The Execution of Saddam Hussein

The administration's attitude toward the execution of Saddam Hussein is that it was perfectly acceptable for a lynching to take place because it all happened under Iraqi law, and whether we find capital punishment morally repugnant ought not to enter in to the equation. It's all part of this "sovereignty" bit by the architects of the disaster in Iraq.

Even if we ignore the the fact that the current Iraqi law was written under US occupation, rendering Iraqi lawmakers subject to US authority, the execution cannot be excused by explaining that "that's how they do things there."

When China imprisons dissidents for writing nasty things on the Internet about the Hu Jintao, or Saudi Arabia prevents women from driving cars, or Afghan warlords stone women to death for showing an ankle, do we pass it off as "that's how they do things there"?
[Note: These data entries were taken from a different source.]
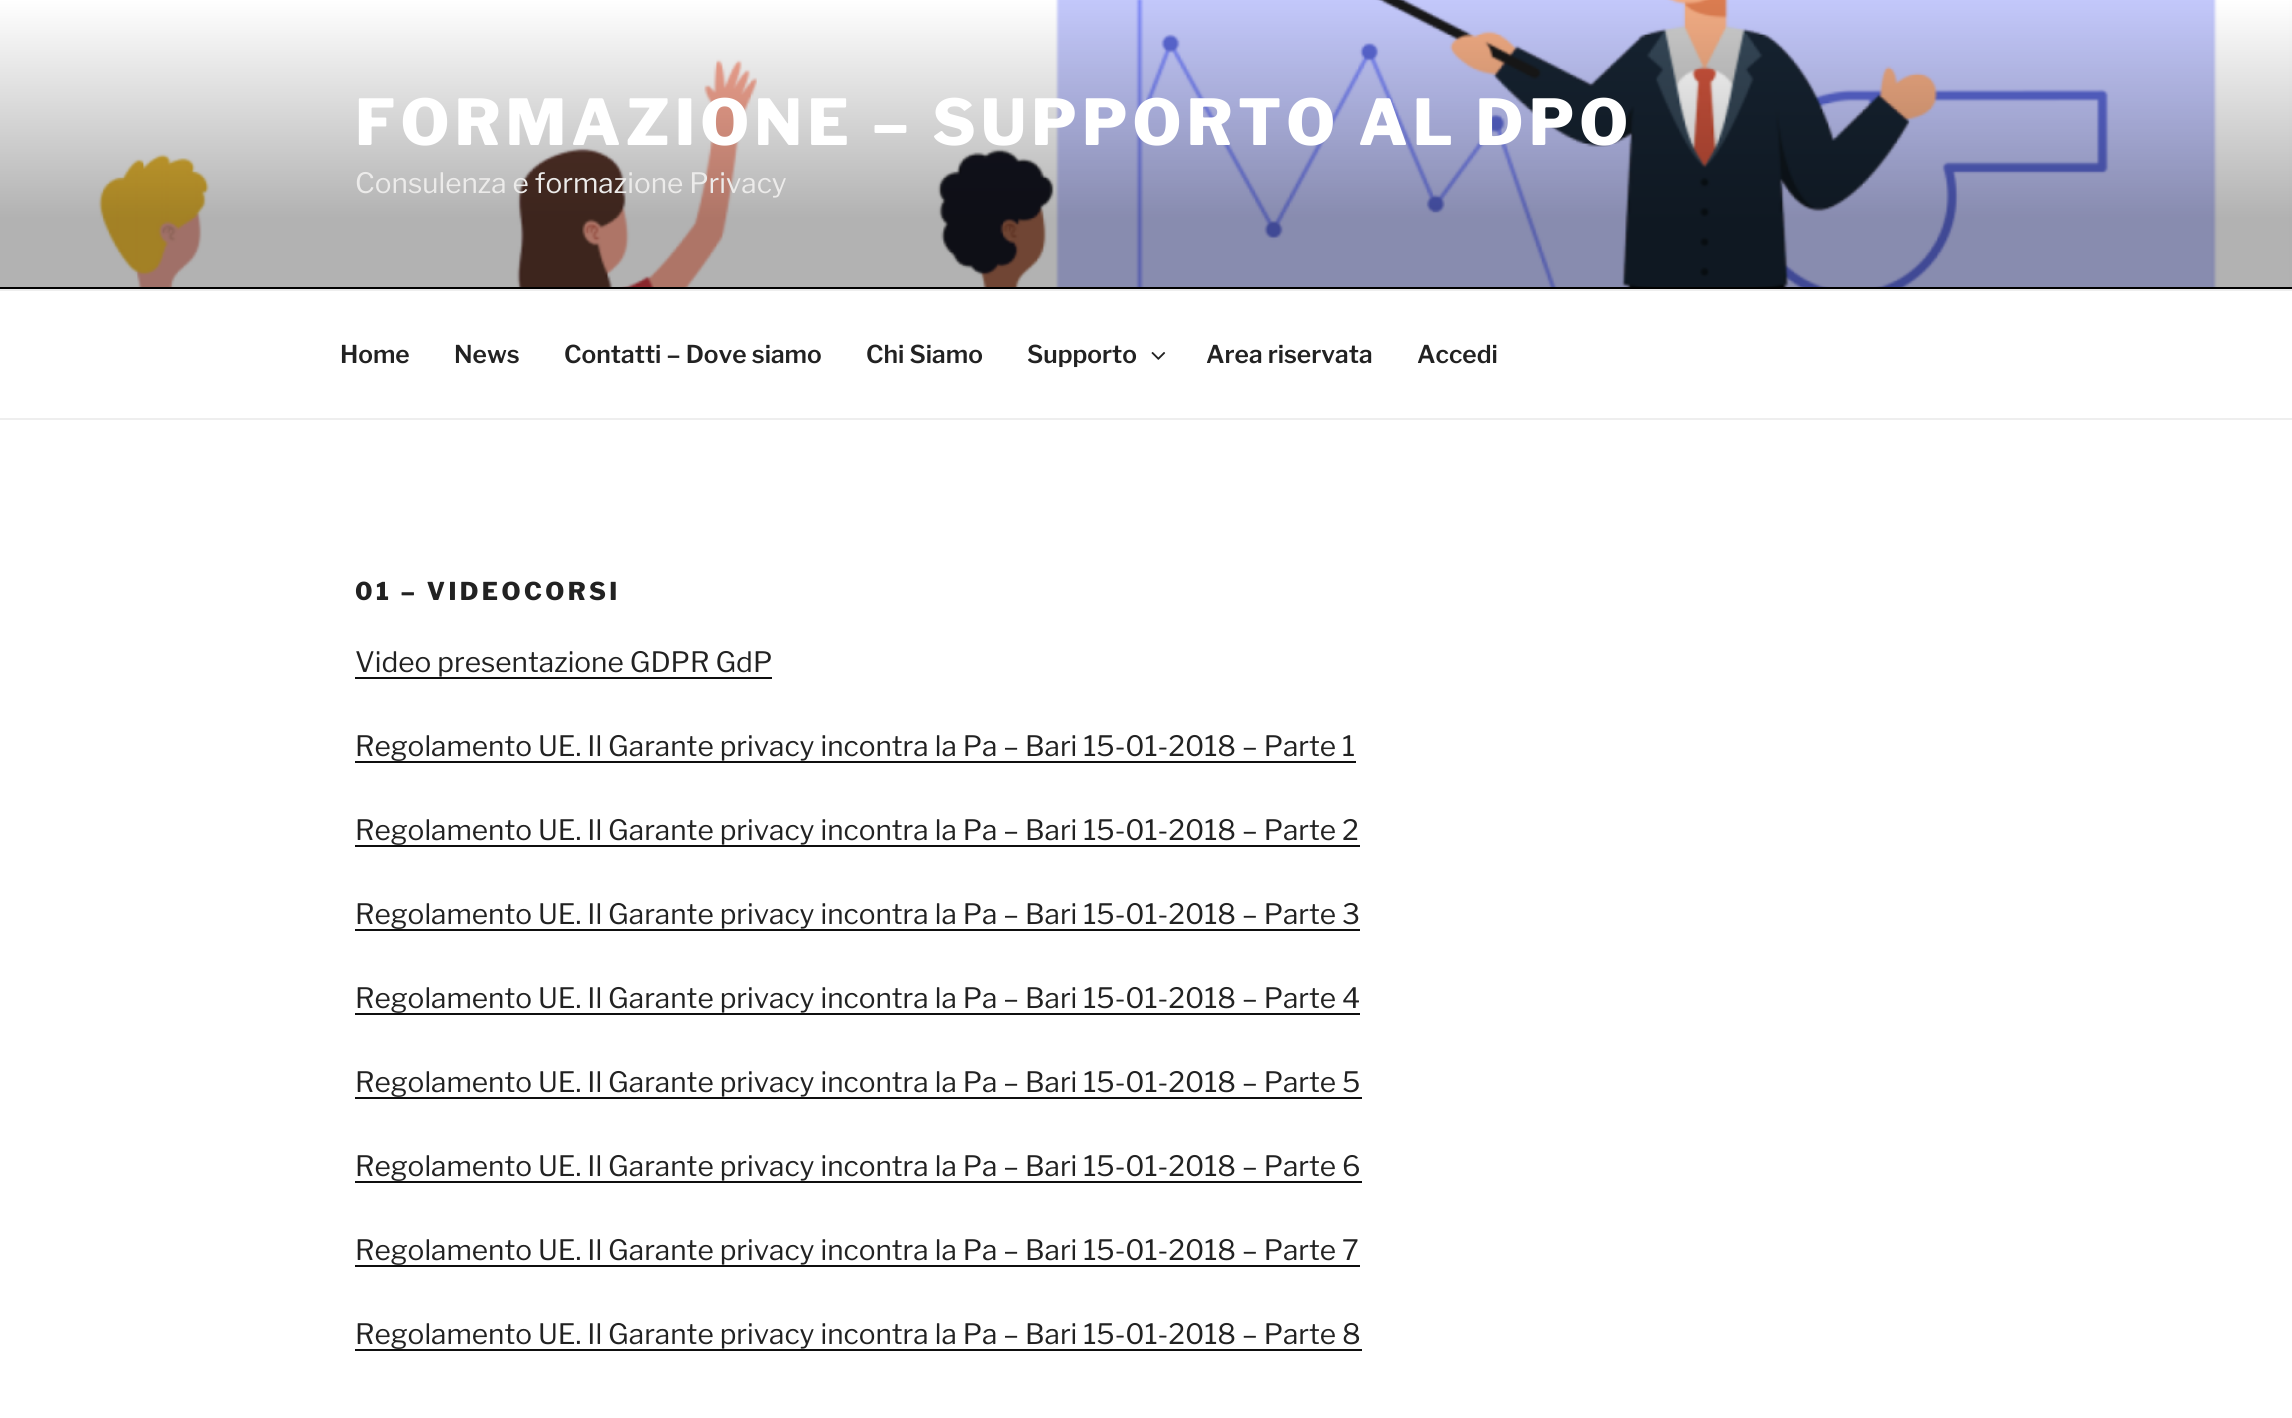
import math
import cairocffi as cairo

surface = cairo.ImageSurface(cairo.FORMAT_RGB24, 2292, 1418)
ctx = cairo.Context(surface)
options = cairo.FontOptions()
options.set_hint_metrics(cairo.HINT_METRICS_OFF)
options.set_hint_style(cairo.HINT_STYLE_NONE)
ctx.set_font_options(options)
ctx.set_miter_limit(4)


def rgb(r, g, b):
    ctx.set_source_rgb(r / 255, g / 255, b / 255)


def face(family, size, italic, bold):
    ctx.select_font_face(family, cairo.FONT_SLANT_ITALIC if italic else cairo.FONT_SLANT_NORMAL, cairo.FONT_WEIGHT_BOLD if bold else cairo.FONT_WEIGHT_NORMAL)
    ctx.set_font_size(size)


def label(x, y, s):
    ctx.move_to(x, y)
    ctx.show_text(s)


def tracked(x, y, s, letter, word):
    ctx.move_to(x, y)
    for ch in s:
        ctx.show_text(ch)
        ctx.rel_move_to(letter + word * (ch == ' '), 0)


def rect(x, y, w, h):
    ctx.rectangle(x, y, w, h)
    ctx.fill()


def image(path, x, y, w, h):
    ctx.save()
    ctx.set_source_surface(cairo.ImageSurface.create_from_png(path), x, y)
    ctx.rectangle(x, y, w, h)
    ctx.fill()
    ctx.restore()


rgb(255, 255, 255)
ctx.paint()
rgb(0, 0, 0)
rect(0, 287, 2292, 2)
image('image0.png', 0, 0, 2292, 287)
face('Libre Franklin ExtraBold', 63, 0, 0)
rgb(255, 255, 255)
tracked(355, 145, 'FORMAZIONE – SUPPORTO AL DPO', 5.05, 0)
face('Libre Franklin Thin', 28, 0, 0)
rgb(236, 235, 234)
label(355, 193, 'Consulenza e formazione Privacy')
rgb(238, 238, 238)
rect(0, 289, 2292, 2)
rect(0, 418, 2292, 2)
face('Libre Franklin SemiBold', 24.5, 0, 0)
rgb(34, 34, 34)
label(340, 363, 'Home')
label(454, 363, 'News')
label(564, 363, 'Contatti – Dove siamo')
label(866, 363, 'Chi Siamo')
label(1027, 363, 'Supporto')
image('image1.png', 1151, 352, 15, 8)
label(1206, 363, 'Area riservata')
label(1417, 363, 'Accedi')
face('Libre Franklin ExtraBold', 24.5, 0, 0)
tracked(355, 600, '01 – VIDEOCORSI', 3.4, 0)
face('Libre Franklin Thin', 28, 0, 0)
label(355, 672, 'Video presentazione GDPR GdP')
rgb(15, 15, 15)
rect(355, 677, 417, 2)
rgb(34, 34, 34)
label(355, 756, 'Regolamento UE. Il Garante privacy incontra la Pa – Bari 15-01-2018 – Parte 1')
rgb(15, 15, 15)
rect(355, 761, 1001, 2)
rgb(34, 34, 34)
label(355, 840, 'Regolamento UE. Il Garante privacy incontra la Pa – Bari 15-01-2018 – Parte 2')
rgb(15, 15, 15)
rect(355, 845, 1005, 2)
rgb(34, 34, 34)
label(355, 924, 'Regolamento UE. Il Garante privacy incontra la Pa – Bari 15-01-2018 – Parte 3')
rgb(15, 15, 15)
rect(355, 929, 1005, 2)
rgb(34, 34, 34)
label(355, 1008, 'Regolamento UE. Il Garante privacy incontra la Pa – Bari 15-01-2018 – Parte 4')
rgb(15, 15, 15)
rect(355, 1013, 1005, 2)
rgb(34, 34, 34)
label(355, 1092, 'Regolamento UE. Il Garante privacy incontra la Pa – Bari 15-01-2018 – Parte 5')
rgb(15, 15, 15)
rect(355, 1097, 1007, 2)
rgb(34, 34, 34)
label(355, 1176, 'Regolamento UE. Il Garante privacy incontra la Pa – Bari 15-01-2018 – Parte 6')
rgb(15, 15, 15)
rect(355, 1181, 1007, 2)
rgb(34, 34, 34)
label(355, 1260, 'Regolamento UE. Il Garante privacy incontra la Pa – Bari 15-01-2018 – Parte 7')
rgb(15, 15, 15)
rect(355, 1265, 1005, 2)
rgb(34, 34, 34)
label(355, 1344, 'Regolamento UE. Il Garante privacy incontra la Pa – Bari 15-01-2018 – Parte 8')
rgb(15, 15, 15)
rect(355, 1349, 1007, 2)
surface.write_to_png('render.png')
Even liberals and moderates have expressed a pro-execution point of view, because, well, Saddam was a Bad Guy. And I don't deny that he was, but this execution wasn't about seeking retribution for the tens of thousands of Iraqi lives lost under his regime. If it were, he would not have been tried first for the lesser crime of the murder of 148 Shiites in Dujail; he would have been tried for the massacre of several thousand Kurds.

And why not try him for those crimes? Because Donald Rumsfeld might have to testify about that little handshake in 1983, when he sold chemical weapons to Hussein? Because George H.W. Bush might be called to testify about what he and other Reagan administration officials were doing?